Are, then, services to be provided by Touraust services of the same description as that of services in respect of which MID’s mark is registered (s 120(2)(c))? That expression in the context of services seems to have received no reported judicial consideration. This is partly because the statutory protection for trade marks used in relation to goods has been extended to trade marks in relation to services only relatively recently: see F J Smith, “The Trade Marks Amendment Act 1978” (1979) 53 ALJ 118. It is also a consequence of the fact that s 120(2)(c) of the Act had no precise equivalent in the Trade Marks Act 1955 (Cth) (“TM Act 1955”), although the expression “services of the same description as [services in respect of which the trade mark is registered]” was used in the earlier legislation: see TM Act 1955 , ss 33(2), 36(1A). The question whether two sets of goods are “of the same description” has, however, been considered in a number of decisions. Thus, for example, in Southern Cross Refrigerating Co v Toowoomba Foundry Pty Ltd (1954) 91 CLR 592 at 606 the High Court said this:
“There may be many matters to be considered apart from inherent character of the goods in respect of which the application is made and some indication of what matters are relevant to this inquiry was given by Romer J in In Re Jellinek’s Application [(1946) 63 RPC 59]. Romer J thought it necessary to look beyond the nature of the goods in question and to compare not only their respective uses but also to examine the trade channels through which the commodities in question were bought and sold. Shortly after the decision in Jellinek’s case the Assistant-Comptroller elaborated on the observations of Romer J in the following manner: ‘In arriving at a decision upon this issue the reported cases show that I have to take account of a number of factors, including in particular the nature and characteristics of the goods, their origin, their purpose, whether they are usually produced by one and the same manufacturer or distributed by the same wholesale houses, whether they are sold in the same shops over the same counters during the same seasons and to the same class or classes of customers, and whether by those engaged in their manufacture or distribution they are regarded as belonging to the same trade ...’. “
Similarly (in a passage cited by Burchett J in Polo Textile Industries Pty Ltd v Domestic Textile Corporation Pty Ltd [1993] FCA 203; (1993) 42 FCR 227 at 240) Lord Evershed MR said in Re J Lyons & Co Ltd’s Application [1959] RPC 120 at 128:
“In all cases of this kind regard will be had to such matters as the nature and composition of the goods, to their respective uses and functions, and to the trade channels through which respectively they are marketed or sold; and in different cases ... one (but not always the same one) of these characteristics may have greater significance or emphasis than the others. The matter falls to be judged ... ‘in a business sense’; and this is to my mind made clear by considering the legislative background against which the problem has to be judged. By the Trade Marks legislation Parliament has provided that a registered proprietor of a mark, to be used by him in the course of his trade, has a monopoly right to that mark as an indication of the trade source or origin of the goods ... . The question whether goods are or not goods of the same description must therefore (I think) be one to be answered in the context of that purpose; and having regard to that context, the cases cited ... lend some support to the view that the phrase `goods of the same description’ ought not to be given too restrictive a construction - not, at all events, so as to be limited to goods substantially analogous in kind, or commonly used as mere substitutes or alternatives the one for the other.”

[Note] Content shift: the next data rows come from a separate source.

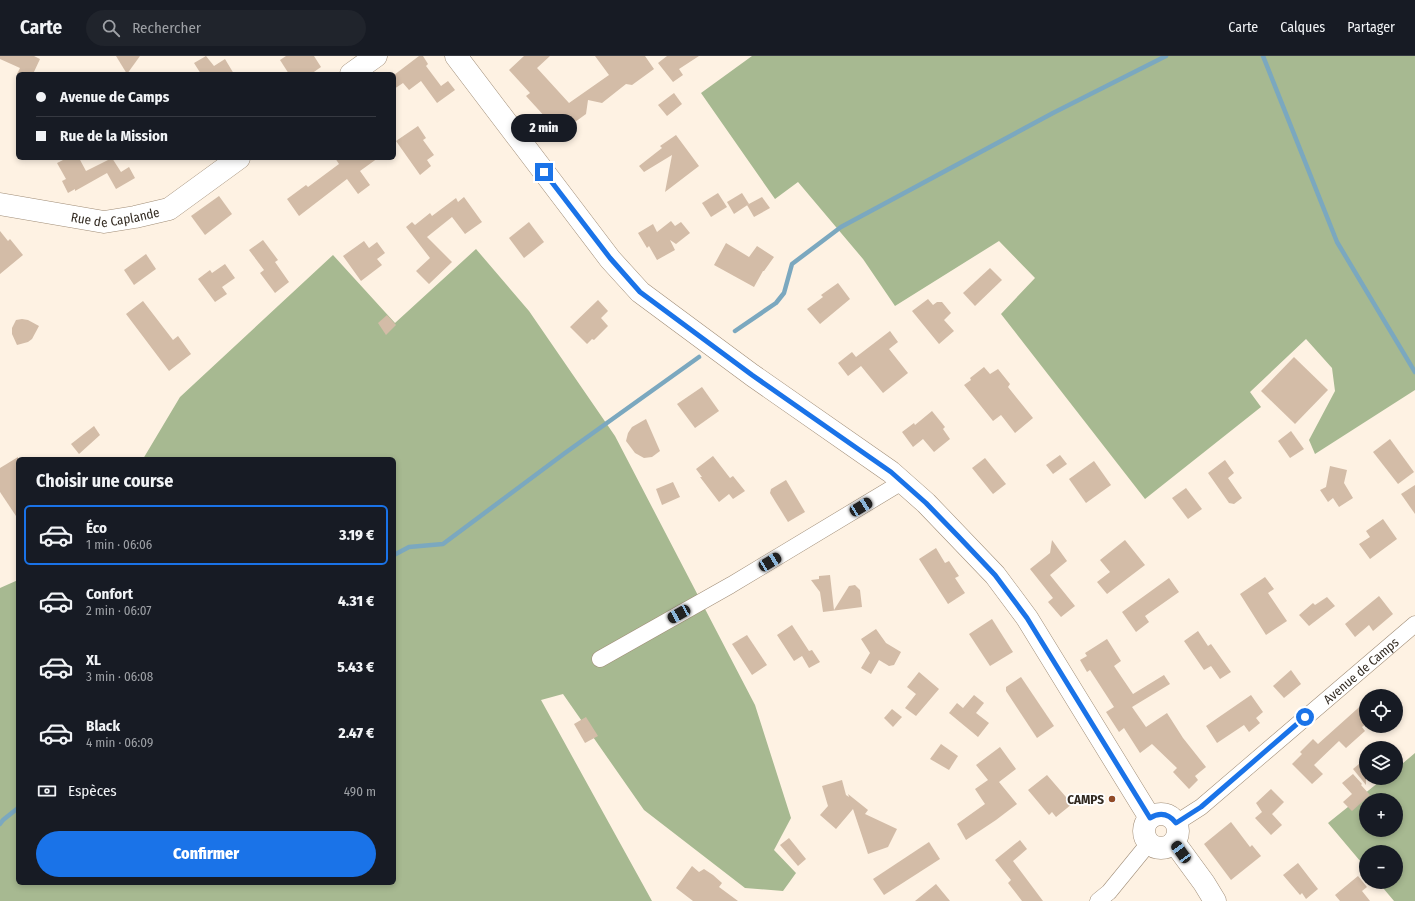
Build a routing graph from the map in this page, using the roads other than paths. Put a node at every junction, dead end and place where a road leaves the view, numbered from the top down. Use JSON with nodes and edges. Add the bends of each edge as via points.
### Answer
{"nodes":[{"id":1,"x":376,"y":56,"type":"edge"},
{"id":2,"x":456,"y":56,"type":"edge"},
{"id":3,"x":355,"y":72,"type":"edge"},
{"id":4,"x":236,"y":160,"type":"edge"},
{"id":5,"x":0,"y":204,"type":"edge"},
{"id":6,"x":902,"y":482,"type":"junction"},
{"id":7,"x":1415,"y":624,"type":"edge"},
{"id":8,"x":600,"y":659,"type":"dead end"},
{"id":9,"x":1150,"y":818,"type":"junction"},
{"id":10,"x":1175,"y":832,"type":"junction"},
{"id":11,"x":1149,"y":842,"type":"junction"},
{"id":12,"x":1098,"y":901,"type":"edge"},
{"id":13,"x":1215,"y":901,"type":"edge"}],
"edges":[{"from":1,"to":3,"type":"main road"},
{"from":2,"to":6,"type":"main road","via":[[605,252],[640,292]]},
{"from":4,"to":5,"type":"main road","name":"Rue de Caplande","via":[[169,209],[135,217],[104,222]]},
{"from":6,"to":8,"type":"street","via":[[731,585]]},
{"from":6,"to":9,"type":"main road","via":[[937,514],[995,575],[1027,618]]},
{"from":7,"to":10,"type":"street","name":"Avenue de Camps"},
{"from":9,"to":10,"type":"main road","via":[[1164,814],[1173,819]]},
{"from":9,"to":11,"type":"main road","via":[[1144,833]]},
{"from":10,"to":11,"type":"main road","via":[[1164,847],[1159,848]]},
{"from":10,"to":13,"type":"main road"},
{"from":11,"to":12,"type":"street"}]}
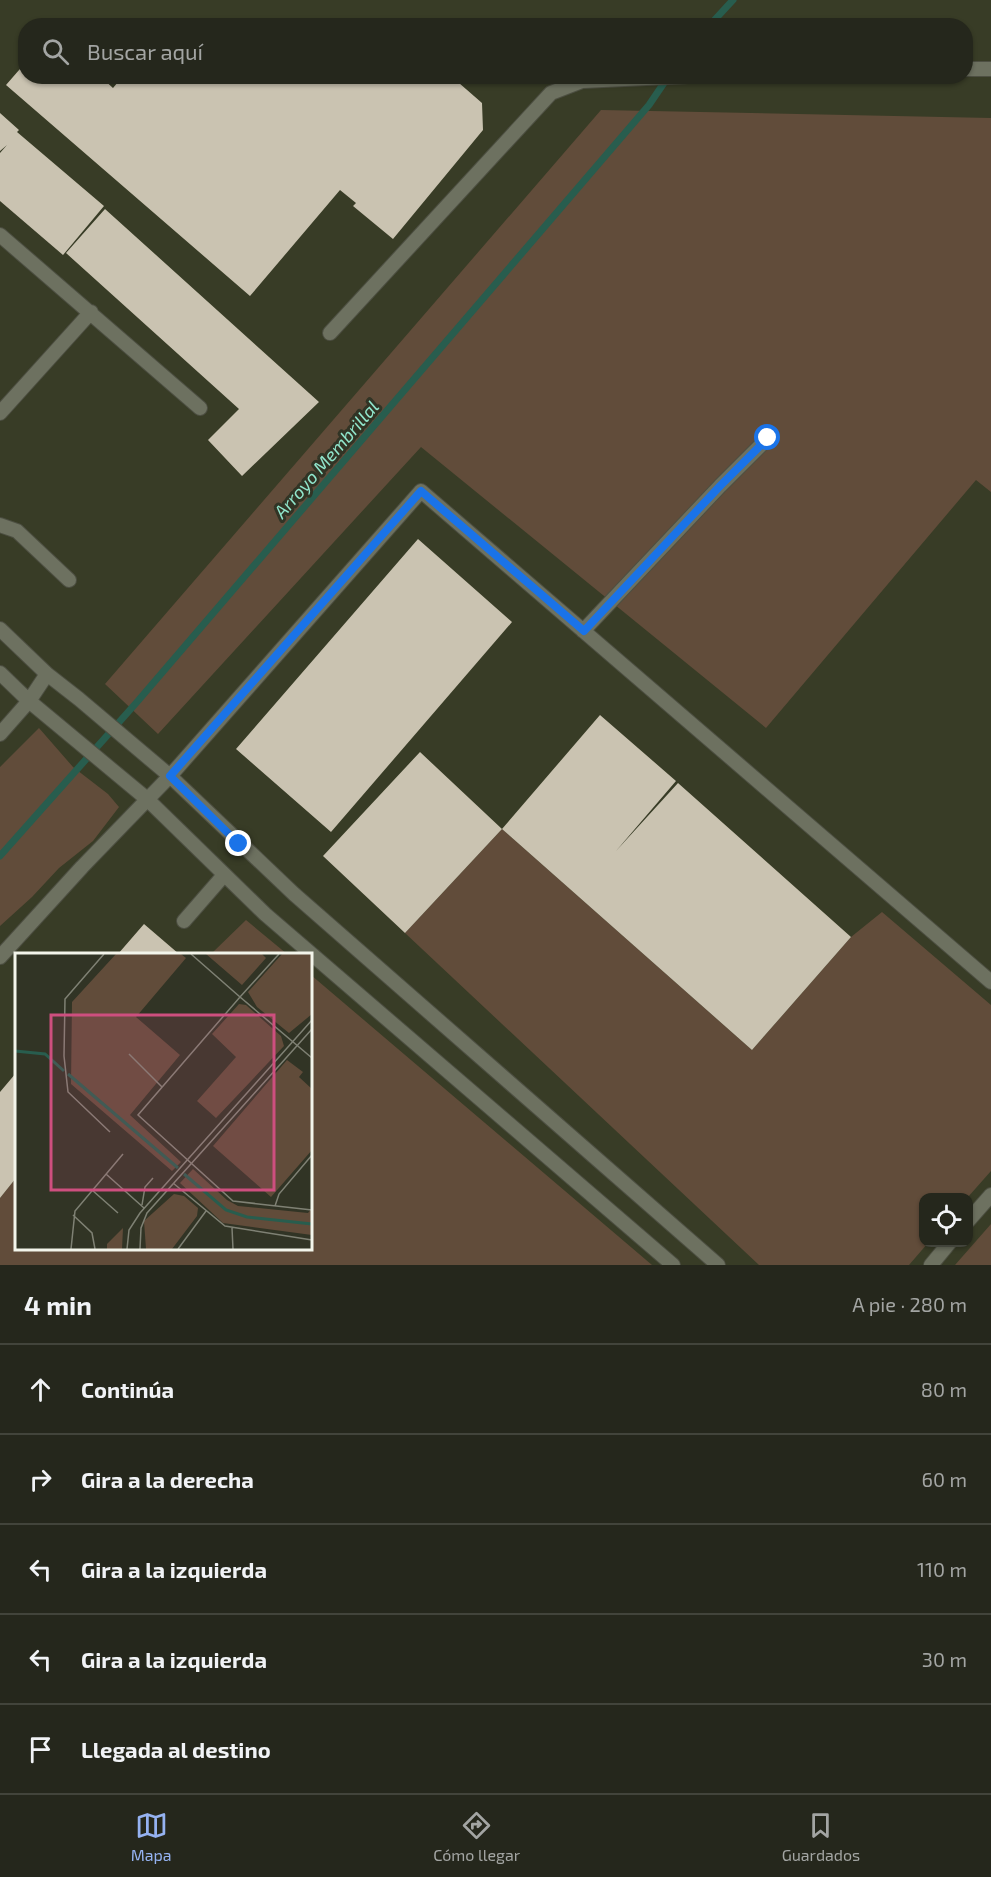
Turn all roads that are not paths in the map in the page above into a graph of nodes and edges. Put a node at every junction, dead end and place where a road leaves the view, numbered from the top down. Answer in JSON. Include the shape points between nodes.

We accept that these principles, subject to any necessary modification, apply in relation to services. But they do not advance MID’s argument.
For reasons that have already been given, the services involved in managing an hotel have different characteristics than property management services. If, as we have held, particular incidental services take their character from the whole, the position is not altered by the fact that managing an hotel may involve the performance of incidental services akin to those carried out by property managers.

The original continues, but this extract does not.